__Supplied records__
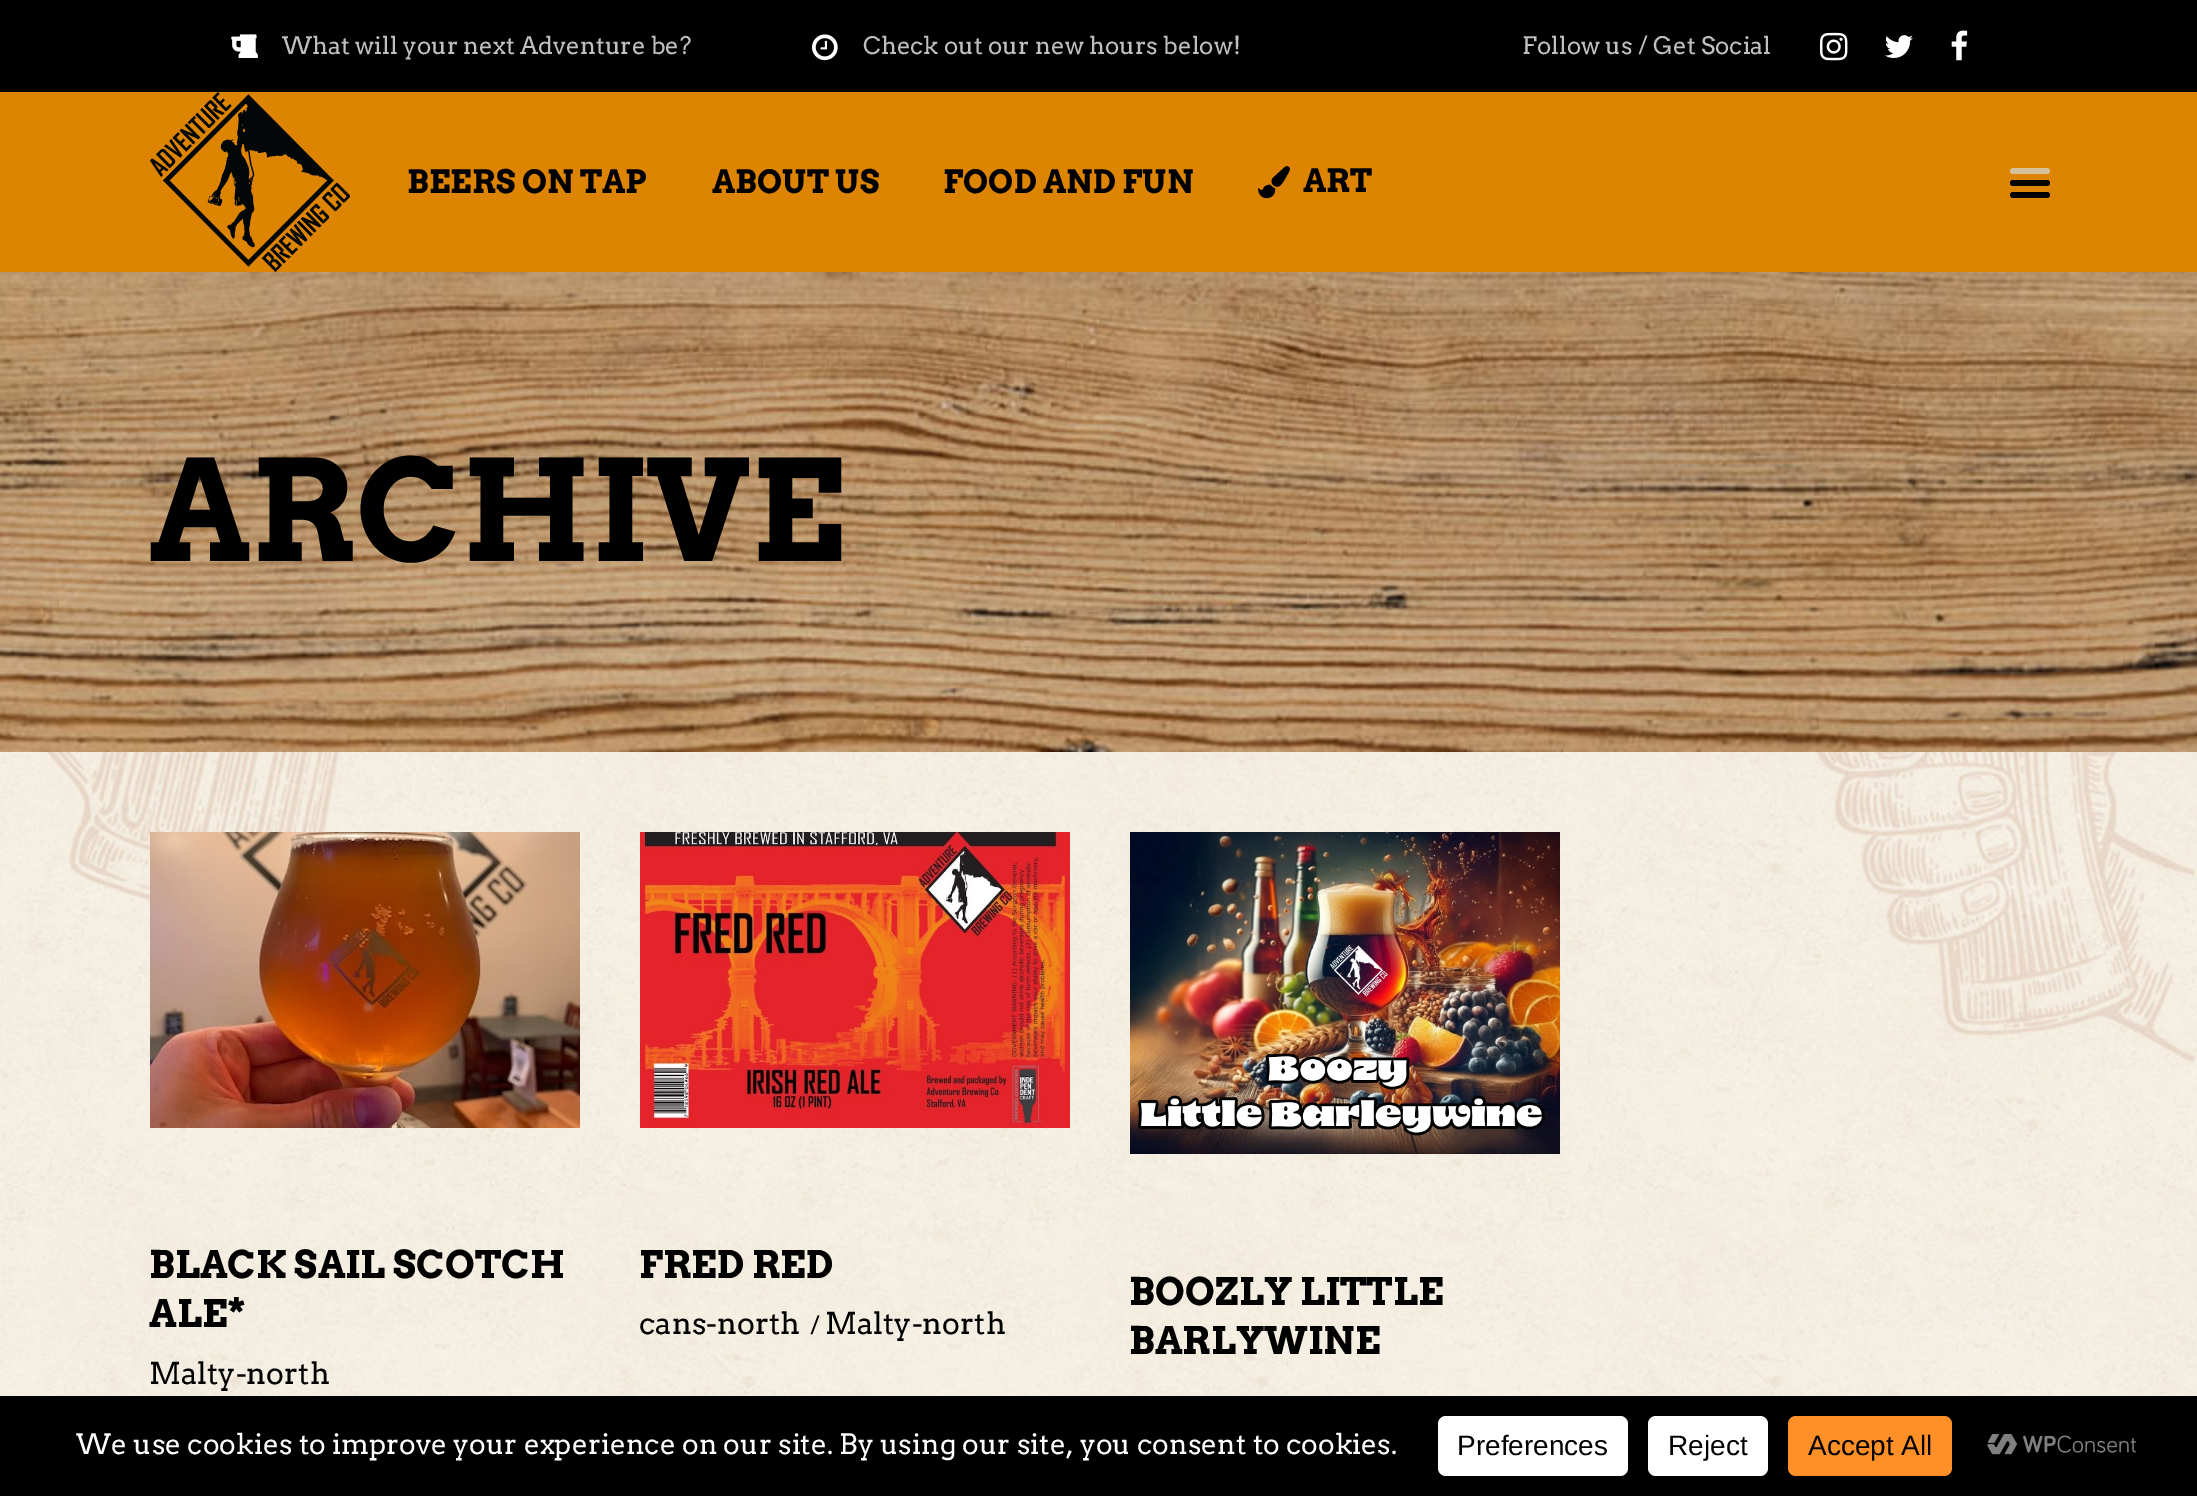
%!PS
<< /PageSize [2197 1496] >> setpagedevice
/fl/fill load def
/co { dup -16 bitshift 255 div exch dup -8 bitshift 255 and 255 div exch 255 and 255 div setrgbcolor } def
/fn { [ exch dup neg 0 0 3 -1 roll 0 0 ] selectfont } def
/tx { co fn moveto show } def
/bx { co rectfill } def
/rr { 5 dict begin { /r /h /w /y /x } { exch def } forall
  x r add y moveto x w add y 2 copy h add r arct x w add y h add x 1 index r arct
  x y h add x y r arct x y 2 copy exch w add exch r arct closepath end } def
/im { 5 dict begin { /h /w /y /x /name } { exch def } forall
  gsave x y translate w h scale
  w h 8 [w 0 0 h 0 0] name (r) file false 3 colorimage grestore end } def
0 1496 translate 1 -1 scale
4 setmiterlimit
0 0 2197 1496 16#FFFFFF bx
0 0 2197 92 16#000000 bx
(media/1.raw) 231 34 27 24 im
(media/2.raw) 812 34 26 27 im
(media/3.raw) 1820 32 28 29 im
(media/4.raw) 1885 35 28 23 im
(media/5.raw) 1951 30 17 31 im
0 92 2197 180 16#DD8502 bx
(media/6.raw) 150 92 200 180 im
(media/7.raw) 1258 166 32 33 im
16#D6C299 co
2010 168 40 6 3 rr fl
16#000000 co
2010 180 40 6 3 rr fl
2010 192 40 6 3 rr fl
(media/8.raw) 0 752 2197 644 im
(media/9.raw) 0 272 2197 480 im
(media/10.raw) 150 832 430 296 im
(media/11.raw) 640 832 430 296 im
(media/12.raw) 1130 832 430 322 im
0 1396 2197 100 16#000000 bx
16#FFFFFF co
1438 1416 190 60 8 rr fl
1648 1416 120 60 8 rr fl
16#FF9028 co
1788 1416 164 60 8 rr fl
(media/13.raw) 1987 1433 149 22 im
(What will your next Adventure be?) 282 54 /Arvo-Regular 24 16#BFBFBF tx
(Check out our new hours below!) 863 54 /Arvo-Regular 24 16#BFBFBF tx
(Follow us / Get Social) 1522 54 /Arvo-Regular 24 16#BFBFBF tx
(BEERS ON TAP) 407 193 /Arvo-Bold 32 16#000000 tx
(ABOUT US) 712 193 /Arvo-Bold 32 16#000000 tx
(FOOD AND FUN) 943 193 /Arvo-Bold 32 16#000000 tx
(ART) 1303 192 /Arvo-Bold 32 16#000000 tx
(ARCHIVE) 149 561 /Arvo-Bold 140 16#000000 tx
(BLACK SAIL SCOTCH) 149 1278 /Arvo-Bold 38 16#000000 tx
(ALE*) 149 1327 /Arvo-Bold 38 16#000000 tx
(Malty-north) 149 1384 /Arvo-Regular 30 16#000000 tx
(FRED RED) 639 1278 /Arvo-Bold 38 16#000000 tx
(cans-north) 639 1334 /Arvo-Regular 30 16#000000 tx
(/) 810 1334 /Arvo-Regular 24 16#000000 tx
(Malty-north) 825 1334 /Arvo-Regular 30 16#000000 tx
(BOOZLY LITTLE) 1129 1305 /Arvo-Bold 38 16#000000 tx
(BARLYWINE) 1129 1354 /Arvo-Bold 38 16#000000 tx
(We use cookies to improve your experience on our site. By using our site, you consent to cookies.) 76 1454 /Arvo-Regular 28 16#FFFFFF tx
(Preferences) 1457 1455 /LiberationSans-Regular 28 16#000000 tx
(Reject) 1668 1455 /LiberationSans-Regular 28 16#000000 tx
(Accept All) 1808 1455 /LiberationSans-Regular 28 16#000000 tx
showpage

__Your objective__
Reproduce word for word the material above, beginning with the line that contains "x r add y moveto" and ending with the line that contains "gsave x y translate w h scale".

__Answer box__
  x r add y moveto x w add y 2 copy h add r arct x w add y h add x 1 index r arct
  x y h add x y r arct x y 2 copy exch w add exch r arct closepath end } def
/im { 5 dict begin { /h /w /y /x /name } { exch def } forall
  gsave x y translate w h scale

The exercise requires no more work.